• TASK GOAL: Out of the records below, copy all lines in which the word "nodes" occurs.

(MATERIAL PROVIDED Opens)

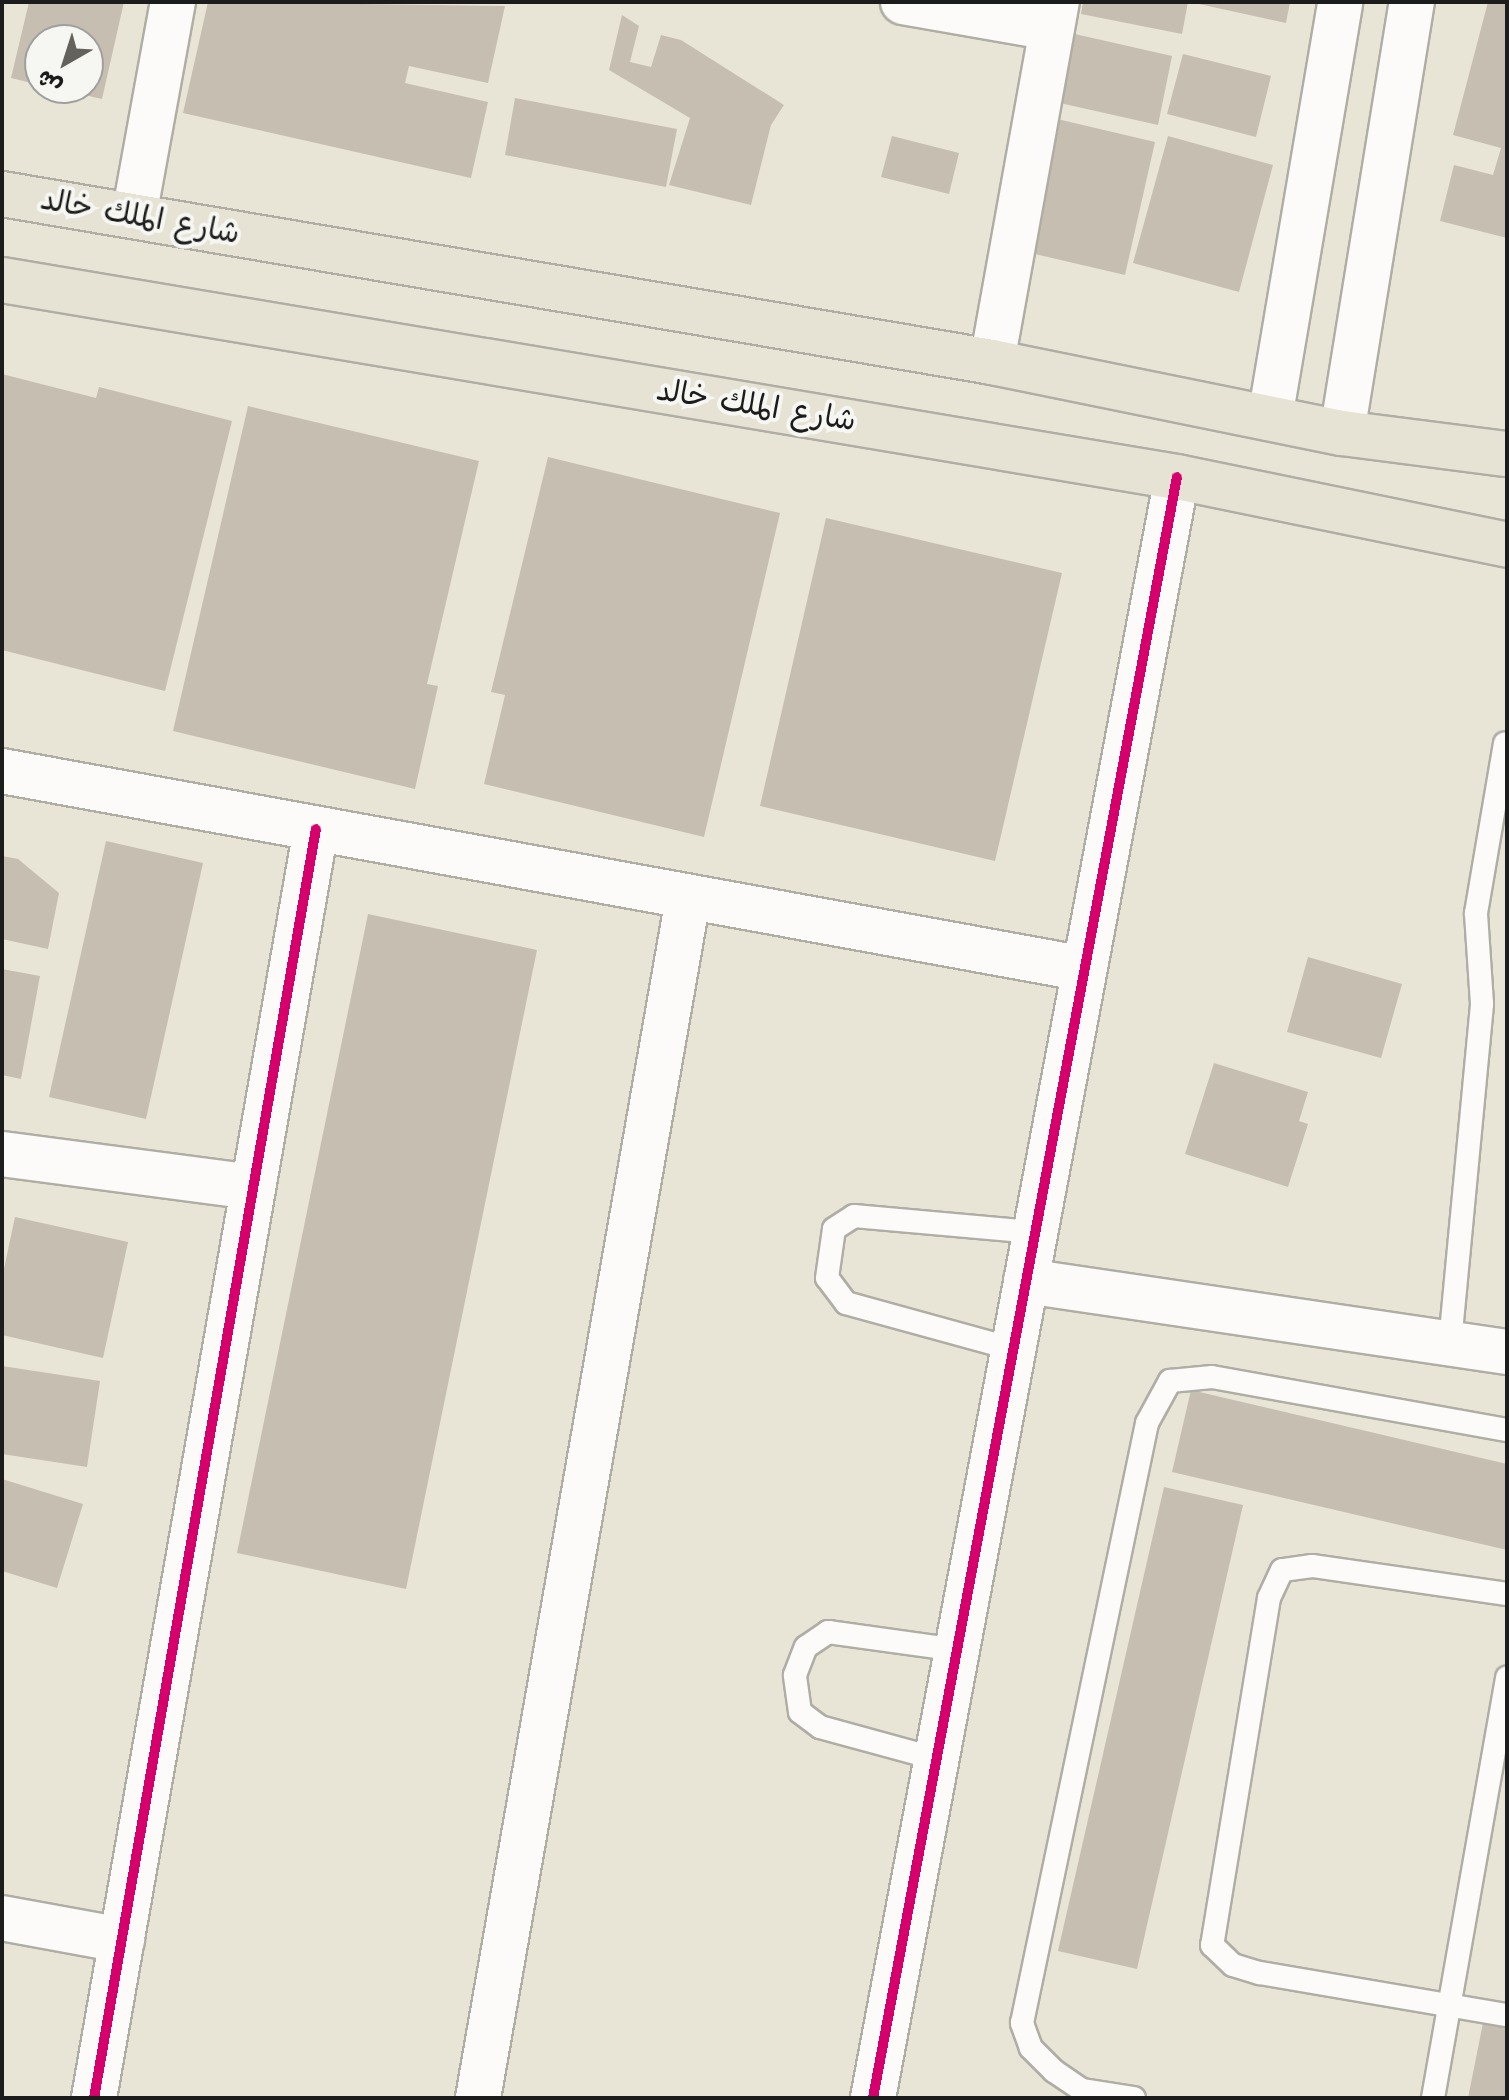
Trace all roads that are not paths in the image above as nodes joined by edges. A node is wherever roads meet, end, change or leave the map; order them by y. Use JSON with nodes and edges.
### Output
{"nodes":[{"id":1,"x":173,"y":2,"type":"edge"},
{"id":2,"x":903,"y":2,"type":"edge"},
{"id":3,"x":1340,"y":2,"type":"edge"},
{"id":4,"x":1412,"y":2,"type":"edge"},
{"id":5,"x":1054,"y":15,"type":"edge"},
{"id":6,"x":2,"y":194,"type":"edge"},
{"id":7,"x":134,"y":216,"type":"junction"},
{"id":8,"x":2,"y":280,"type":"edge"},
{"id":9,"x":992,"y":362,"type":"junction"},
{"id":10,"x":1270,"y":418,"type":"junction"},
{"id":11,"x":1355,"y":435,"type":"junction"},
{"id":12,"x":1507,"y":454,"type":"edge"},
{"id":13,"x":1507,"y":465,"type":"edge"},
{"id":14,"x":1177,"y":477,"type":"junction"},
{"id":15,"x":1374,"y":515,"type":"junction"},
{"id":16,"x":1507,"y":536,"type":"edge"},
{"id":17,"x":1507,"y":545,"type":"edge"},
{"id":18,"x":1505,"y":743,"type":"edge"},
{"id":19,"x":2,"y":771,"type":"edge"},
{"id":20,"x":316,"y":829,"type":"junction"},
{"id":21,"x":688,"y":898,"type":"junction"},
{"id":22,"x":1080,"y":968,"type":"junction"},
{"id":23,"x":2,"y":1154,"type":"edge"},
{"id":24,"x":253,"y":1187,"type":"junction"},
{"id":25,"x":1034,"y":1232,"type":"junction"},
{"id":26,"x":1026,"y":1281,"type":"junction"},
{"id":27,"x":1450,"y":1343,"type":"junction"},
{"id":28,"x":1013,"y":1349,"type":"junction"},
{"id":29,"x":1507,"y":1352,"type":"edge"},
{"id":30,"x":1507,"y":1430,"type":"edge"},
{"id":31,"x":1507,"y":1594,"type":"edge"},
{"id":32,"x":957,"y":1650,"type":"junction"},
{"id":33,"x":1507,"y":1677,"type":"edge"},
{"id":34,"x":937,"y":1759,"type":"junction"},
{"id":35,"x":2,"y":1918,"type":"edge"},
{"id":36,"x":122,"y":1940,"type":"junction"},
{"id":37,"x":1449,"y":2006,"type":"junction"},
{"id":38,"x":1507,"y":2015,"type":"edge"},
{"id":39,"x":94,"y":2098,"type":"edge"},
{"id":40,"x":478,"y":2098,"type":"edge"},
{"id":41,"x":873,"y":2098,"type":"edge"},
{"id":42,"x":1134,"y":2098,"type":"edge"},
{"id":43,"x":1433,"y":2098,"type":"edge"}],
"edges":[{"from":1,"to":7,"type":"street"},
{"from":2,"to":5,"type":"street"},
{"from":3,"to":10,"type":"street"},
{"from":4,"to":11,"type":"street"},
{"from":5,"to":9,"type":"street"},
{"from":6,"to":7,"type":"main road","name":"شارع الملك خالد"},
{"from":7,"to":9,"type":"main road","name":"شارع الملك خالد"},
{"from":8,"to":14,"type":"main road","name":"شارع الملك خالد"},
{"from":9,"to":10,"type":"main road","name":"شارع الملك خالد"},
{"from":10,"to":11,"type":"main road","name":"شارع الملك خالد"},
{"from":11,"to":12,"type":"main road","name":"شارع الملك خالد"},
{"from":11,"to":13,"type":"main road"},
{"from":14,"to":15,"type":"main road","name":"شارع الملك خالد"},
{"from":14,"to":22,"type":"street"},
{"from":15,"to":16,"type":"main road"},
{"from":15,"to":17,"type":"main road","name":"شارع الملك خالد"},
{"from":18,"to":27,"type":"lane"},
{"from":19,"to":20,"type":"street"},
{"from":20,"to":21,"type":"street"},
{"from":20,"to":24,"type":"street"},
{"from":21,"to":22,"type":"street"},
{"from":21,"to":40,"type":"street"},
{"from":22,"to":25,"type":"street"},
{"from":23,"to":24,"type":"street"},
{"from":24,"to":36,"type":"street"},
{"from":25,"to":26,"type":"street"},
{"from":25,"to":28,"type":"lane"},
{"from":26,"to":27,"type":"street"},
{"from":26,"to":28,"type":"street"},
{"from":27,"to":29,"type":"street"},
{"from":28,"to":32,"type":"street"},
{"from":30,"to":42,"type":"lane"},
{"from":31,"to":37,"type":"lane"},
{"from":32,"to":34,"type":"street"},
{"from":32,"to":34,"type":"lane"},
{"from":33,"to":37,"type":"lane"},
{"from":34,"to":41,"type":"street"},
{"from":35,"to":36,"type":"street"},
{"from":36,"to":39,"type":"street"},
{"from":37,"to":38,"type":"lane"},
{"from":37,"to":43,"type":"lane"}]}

(MATERIAL PROVIDED Closes)

• WRITTEN ANSWER:
Trace all roads that are not paths in the image above as nodes joined by edges. A node is wherever roads meet, end, change or leave the map; order them by y. Use JSON with nodes and edges.
{"nodes":[{"id":1,"x":173,"y":2,"type":"edge"},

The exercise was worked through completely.